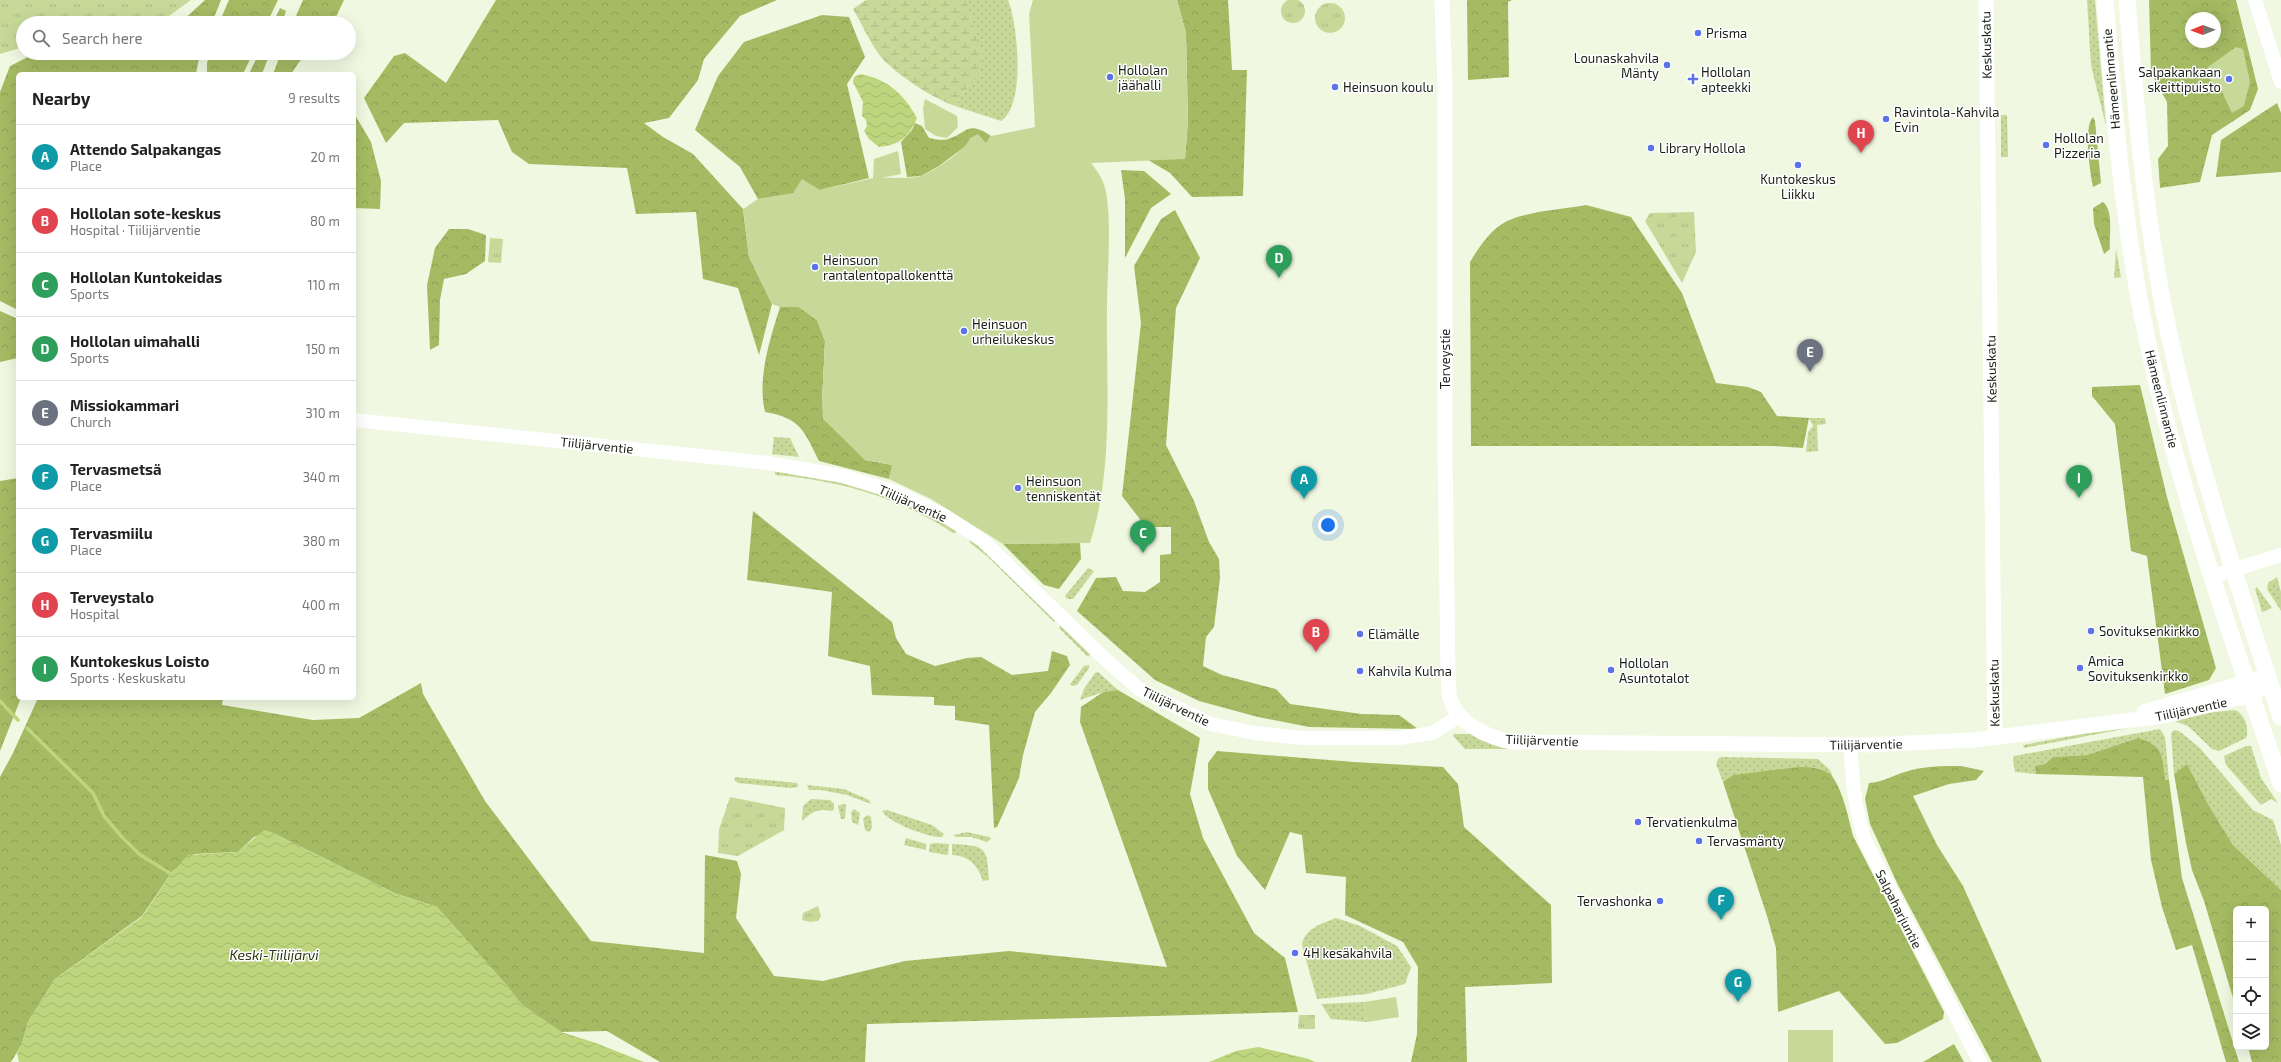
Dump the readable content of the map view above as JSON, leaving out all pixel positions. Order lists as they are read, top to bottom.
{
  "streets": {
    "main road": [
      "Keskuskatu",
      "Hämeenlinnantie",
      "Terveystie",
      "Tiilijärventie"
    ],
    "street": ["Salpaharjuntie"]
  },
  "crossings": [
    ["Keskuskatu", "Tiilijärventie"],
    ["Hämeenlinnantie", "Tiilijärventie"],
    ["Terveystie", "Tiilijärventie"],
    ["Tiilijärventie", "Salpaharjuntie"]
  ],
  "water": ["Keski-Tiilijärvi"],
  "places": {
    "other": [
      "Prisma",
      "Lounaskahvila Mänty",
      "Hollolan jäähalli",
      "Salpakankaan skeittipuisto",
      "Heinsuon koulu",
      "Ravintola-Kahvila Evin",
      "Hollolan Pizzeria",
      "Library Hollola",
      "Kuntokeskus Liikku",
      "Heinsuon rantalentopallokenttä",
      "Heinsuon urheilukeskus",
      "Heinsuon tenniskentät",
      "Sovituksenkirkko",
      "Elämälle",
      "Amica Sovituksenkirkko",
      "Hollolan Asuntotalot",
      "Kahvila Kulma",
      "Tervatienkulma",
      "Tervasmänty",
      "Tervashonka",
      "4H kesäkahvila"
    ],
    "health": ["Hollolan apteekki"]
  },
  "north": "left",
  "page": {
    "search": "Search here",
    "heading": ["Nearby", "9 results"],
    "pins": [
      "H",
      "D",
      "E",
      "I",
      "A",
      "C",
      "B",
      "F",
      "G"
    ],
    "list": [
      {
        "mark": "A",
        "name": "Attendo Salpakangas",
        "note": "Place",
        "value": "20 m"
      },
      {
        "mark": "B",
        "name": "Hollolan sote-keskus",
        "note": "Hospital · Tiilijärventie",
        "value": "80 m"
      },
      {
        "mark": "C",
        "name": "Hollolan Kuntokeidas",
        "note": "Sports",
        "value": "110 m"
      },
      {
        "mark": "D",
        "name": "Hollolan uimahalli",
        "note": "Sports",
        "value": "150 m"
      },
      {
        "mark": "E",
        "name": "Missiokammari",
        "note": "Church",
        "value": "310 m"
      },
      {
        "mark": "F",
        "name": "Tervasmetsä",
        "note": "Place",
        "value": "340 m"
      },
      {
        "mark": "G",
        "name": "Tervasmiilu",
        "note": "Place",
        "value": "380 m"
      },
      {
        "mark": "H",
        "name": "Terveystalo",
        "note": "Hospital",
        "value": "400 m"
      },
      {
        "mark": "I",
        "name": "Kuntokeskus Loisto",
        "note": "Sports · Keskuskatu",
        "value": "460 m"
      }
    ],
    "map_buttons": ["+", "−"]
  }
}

------------------------------------------------------------

*Task requirements*.
Lines of the data that include the string "Hospital" are to be counted; report the total by itself.

*Written reply*.
2